Dataset excerpts
^^^^

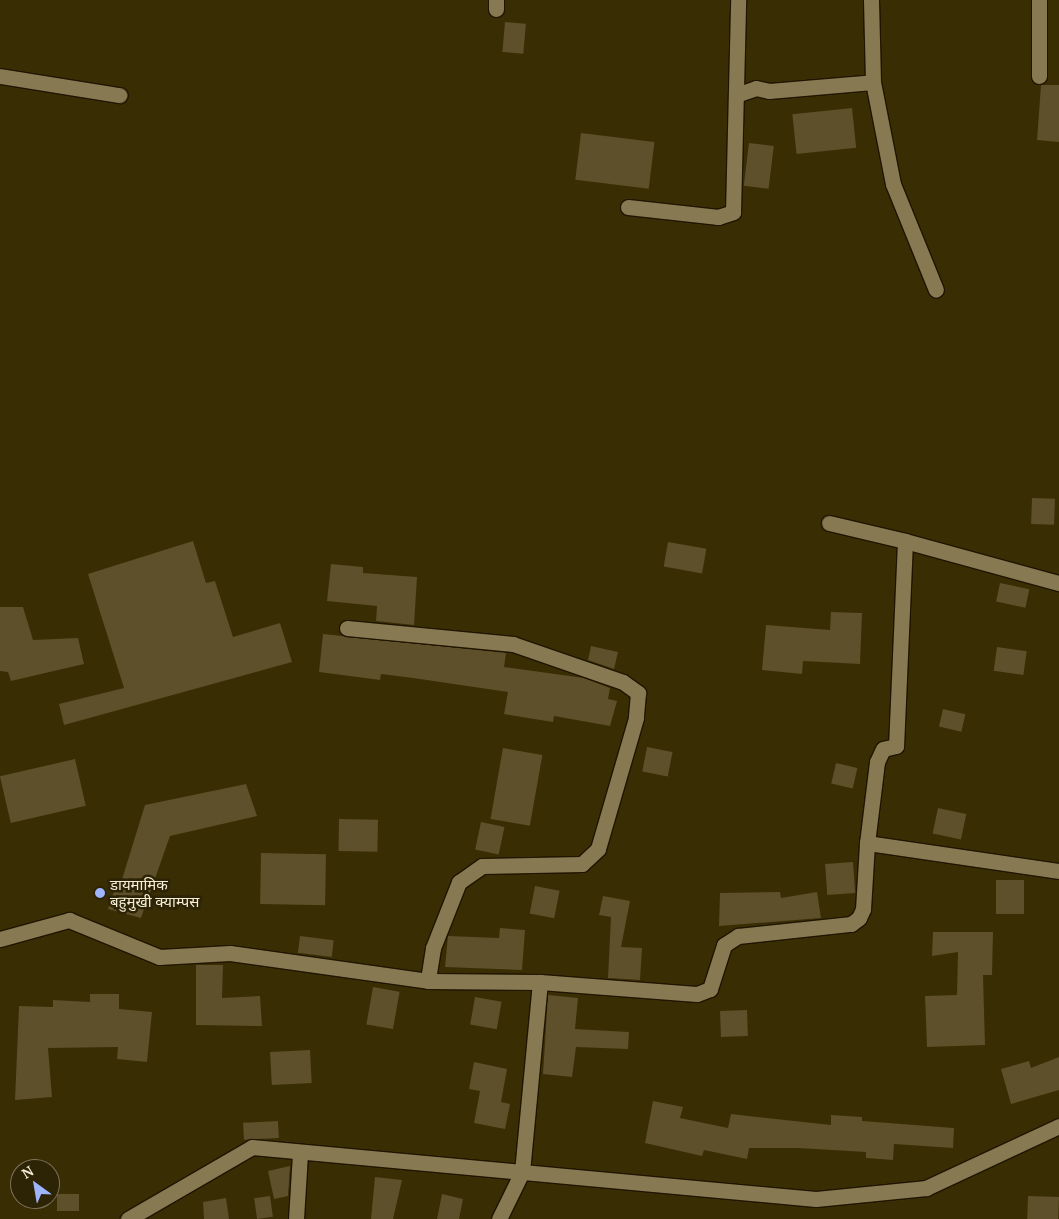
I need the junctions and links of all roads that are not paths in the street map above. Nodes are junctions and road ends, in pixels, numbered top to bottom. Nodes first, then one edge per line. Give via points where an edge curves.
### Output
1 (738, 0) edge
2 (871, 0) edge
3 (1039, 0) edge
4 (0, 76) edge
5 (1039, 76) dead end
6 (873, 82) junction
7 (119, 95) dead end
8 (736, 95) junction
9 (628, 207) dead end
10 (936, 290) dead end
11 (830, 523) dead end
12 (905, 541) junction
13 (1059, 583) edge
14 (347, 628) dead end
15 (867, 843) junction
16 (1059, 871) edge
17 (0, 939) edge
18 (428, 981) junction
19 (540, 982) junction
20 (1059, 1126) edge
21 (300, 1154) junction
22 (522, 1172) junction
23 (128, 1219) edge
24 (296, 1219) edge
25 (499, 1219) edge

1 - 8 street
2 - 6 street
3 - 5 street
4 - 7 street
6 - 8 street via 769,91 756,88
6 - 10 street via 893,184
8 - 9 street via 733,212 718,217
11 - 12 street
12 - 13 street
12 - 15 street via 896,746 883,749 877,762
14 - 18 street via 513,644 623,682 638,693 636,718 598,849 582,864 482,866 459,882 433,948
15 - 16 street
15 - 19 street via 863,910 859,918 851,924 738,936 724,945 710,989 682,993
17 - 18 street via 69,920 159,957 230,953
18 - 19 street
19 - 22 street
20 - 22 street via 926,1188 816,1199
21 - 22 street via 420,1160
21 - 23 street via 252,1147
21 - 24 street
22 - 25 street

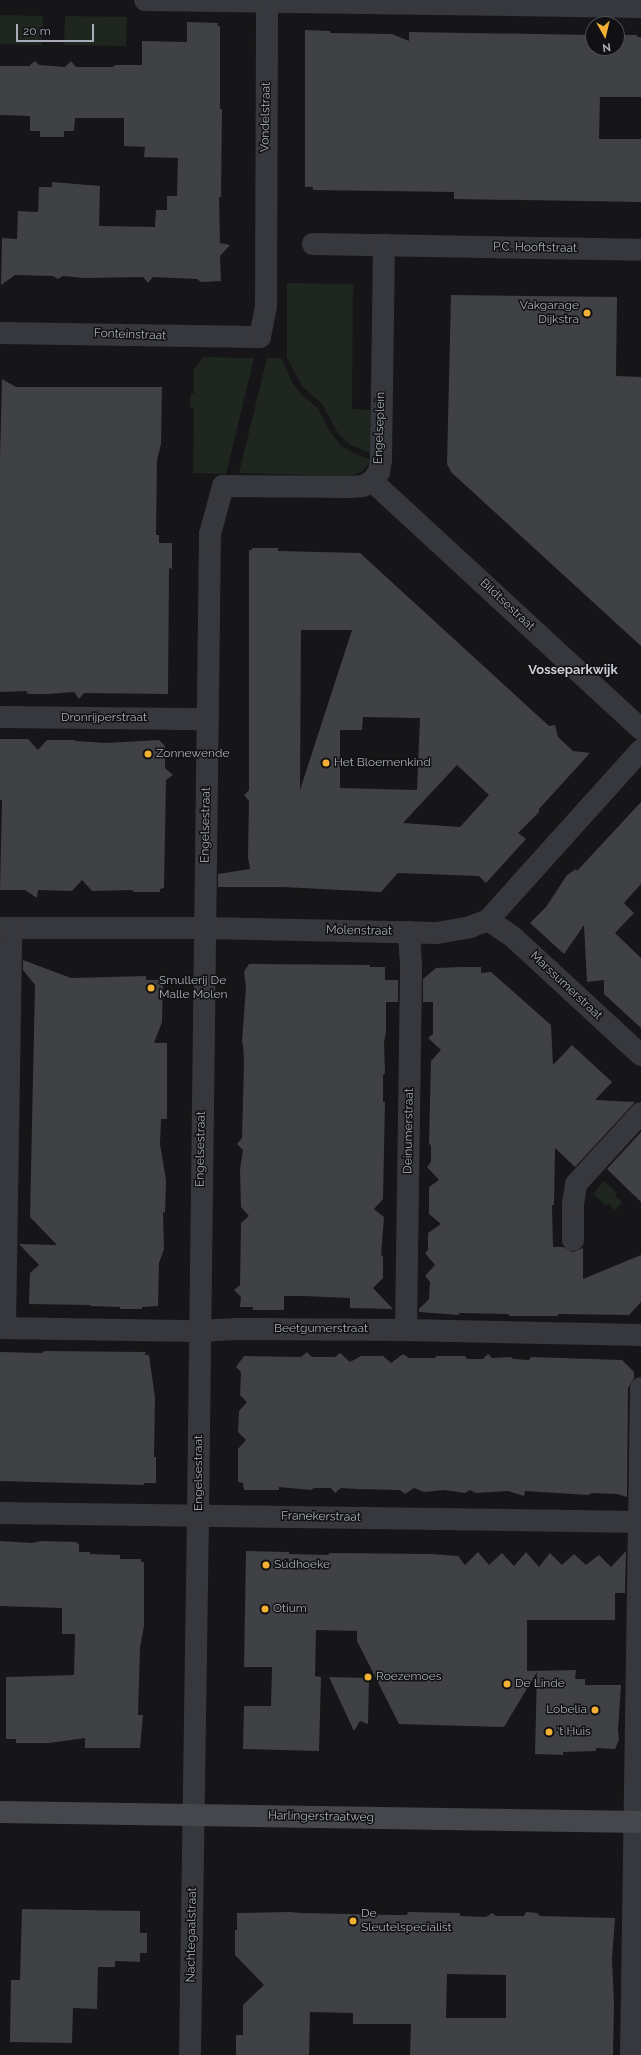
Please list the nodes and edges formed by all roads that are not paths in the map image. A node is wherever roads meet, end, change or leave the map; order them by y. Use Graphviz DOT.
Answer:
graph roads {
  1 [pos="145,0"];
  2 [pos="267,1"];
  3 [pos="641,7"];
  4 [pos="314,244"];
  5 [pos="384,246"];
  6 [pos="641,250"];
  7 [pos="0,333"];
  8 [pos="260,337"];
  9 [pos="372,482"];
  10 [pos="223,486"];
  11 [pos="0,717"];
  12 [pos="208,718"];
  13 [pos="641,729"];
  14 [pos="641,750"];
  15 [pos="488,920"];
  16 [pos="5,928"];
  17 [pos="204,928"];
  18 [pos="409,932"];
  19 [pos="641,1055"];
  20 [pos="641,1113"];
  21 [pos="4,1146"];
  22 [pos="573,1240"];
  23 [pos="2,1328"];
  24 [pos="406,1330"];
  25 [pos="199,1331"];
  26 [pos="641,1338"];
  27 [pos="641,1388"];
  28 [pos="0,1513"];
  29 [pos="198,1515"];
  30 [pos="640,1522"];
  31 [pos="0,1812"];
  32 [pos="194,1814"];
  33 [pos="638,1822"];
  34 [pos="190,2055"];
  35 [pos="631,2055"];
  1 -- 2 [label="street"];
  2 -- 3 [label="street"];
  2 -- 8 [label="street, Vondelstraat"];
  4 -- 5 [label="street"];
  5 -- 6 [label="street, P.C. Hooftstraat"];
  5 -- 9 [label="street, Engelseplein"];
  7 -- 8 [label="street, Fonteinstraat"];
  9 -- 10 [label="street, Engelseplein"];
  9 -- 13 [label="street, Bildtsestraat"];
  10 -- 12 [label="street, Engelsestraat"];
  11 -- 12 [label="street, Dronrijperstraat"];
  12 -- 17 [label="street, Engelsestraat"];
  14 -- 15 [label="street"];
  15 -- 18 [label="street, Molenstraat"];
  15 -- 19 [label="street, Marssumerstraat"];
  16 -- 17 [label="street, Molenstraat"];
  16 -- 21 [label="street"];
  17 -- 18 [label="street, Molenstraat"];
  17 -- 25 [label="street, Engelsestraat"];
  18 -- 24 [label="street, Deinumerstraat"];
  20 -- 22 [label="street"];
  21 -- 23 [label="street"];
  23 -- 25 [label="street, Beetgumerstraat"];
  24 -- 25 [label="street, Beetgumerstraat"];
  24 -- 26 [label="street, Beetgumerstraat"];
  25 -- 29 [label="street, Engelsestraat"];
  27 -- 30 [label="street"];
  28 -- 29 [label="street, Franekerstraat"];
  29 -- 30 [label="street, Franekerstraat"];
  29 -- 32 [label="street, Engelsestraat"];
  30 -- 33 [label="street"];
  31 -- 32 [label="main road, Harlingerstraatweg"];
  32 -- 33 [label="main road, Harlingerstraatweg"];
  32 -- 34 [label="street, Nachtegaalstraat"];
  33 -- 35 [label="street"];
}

^^^^

### EXERCISE DETAILS:
Pictures should be left out when the records above are restated exactly.

### TASK RESULT:
I need the junctions and links of all roads that are not paths in the street map above. Nodes are junctions and road ends, in pixels, numbered top to bottom. Nodes first, then one edge per line. Give via points where an edge curves.
### Output
1 (738, 0) edge
2 (871, 0) edge
3 (1039, 0) edge
4 (0, 76) edge
5 (1039, 76) dead end
6 (873, 82) junction
7 (119, 95) dead end
8 (736, 95) junction
9 (628, 207) dead end
10 (936, 290) dead end
11 (830, 523) dead end
12 (905, 541) junction
13 (1059, 583) edge
14 (347, 628) dead end
15 (867, 843) junction
16 (1059, 871) edge
17 (0, 939) edge
18 (428, 981) junction
19 (540, 982) junction
20 (1059, 1126) edge
21 (300, 1154) junction
22 (522, 1172) junction
23 (128, 1219) edge
24 (296, 1219) edge
25 (499, 1219) edge

1 - 8 street
2 - 6 street
3 - 5 street
4 - 7 street
6 - 8 street via 769,91 756,88
6 - 10 street via 893,184
8 - 9 street via 733,212 718,217
11 - 12 street
12 - 13 street
12 - 15 street via 896,746 883,749 877,762
14 - 18 street via 513,644 623,682 638,693 636,718 598,849 582,864 482,866 459,882 433,948
15 - 16 street
15 - 19 street via 863,910 859,918 851,924 738,936 724,945 710,989 682,993
17 - 18 street via 69,920 159,957 230,953
18 - 19 street
19 - 22 street
20 - 22 street via 926,1188 816,1199
21 - 22 street via 420,1160
21 - 23 street via 252,1147
21 - 24 street
22 - 25 street

Please list the nodes and edges formed by all roads that are not paths in the map image. A node is wherever roads meet, end, change or leave the map; order them by y. Use Graphviz DOT.
Answer:
graph roads {
  1 [pos="145,0"];
  2 [pos="267,1"];
  3 [pos="641,7"];
  4 [pos="314,244"];
  5 [pos="384,246"];
  6 [pos="641,250"];
  7 [pos="0,333"];
  8 [pos="260,337"];
  9 [pos="372,482"];
  10 [pos="223,486"];
  11 [pos="0,717"];
  12 [pos="208,718"];
  13 [pos="641,729"];
  14 [pos="641,750"];
  15 [pos="488,920"];
  16 [pos="5,928"];
  17 [pos="204,928"];
  18 [pos="409,932"];
  19 [pos="641,1055"];
  20 [pos="641,1113"];
  21 [pos="4,1146"];
  22 [pos="573,1240"];
  23 [pos="2,1328"];
  24 [pos="406,1330"];
  25 [pos="199,1331"];
  26 [pos="641,1338"];
  27 [pos="641,1388"];
  28 [pos="0,1513"];
  29 [pos="198,1515"];
  30 [pos="640,1522"];
  31 [pos="0,1812"];
  32 [pos="194,1814"];
  33 [pos="638,1822"];
  34 [pos="190,2055"];
  35 [pos="631,2055"];
  1 -- 2 [label="street"];
  2 -- 3 [label="street"];
  2 -- 8 [label="street, Vondelstraat"];
  4 -- 5 [label="street"];
  5 -- 6 [label="street, P.C. Hooftstraat"];
  5 -- 9 [label="street, Engelseplein"];
  7 -- 8 [label="street, Fonteinstraat"];
  9 -- 10 [label="street, Engelseplein"];
  9 -- 13 [label="street, Bildtsestraat"];
  10 -- 12 [label="street, Engelsestraat"];
  11 -- 12 [label="street, Dronrijperstraat"];
  12 -- 17 [label="street, Engelsestraat"];
  14 -- 15 [label="street"];
  15 -- 18 [label="street, Molenstraat"];
  15 -- 19 [label="street, Marssumerstraat"];
  16 -- 17 [label="street, Molenstraat"];
  16 -- 21 [label="street"];
  17 -- 18 [label="street, Molenstraat"];
  17 -- 25 [label="street, Engelsestraat"];
  18 -- 24 [label="street, Deinumerstraat"];
  20 -- 22 [label="street"];
  21 -- 23 [label="street"];
  23 -- 25 [label="street, Beetgumerstraat"];
  24 -- 25 [label="street, Beetgumerstraat"];
  24 -- 26 [label="street, Beetgumerstraat"];
  25 -- 29 [label="street, Engelsestraat"];
  27 -- 30 [label="street"];
  28 -- 29 [label="street, Franekerstraat"];
  29 -- 30 [label="street, Franekerstraat"];
  29 -- 32 [label="street, Engelsestraat"];
  30 -- 33 [label="street"];
  31 -- 32 [label="main road, Harlingerstraatweg"];
  32 -- 33 [label="main road, Harlingerstraatweg"];
  32 -- 34 [label="street, Nachtegaalstraat"];
  33 -- 35 [label="street"];
}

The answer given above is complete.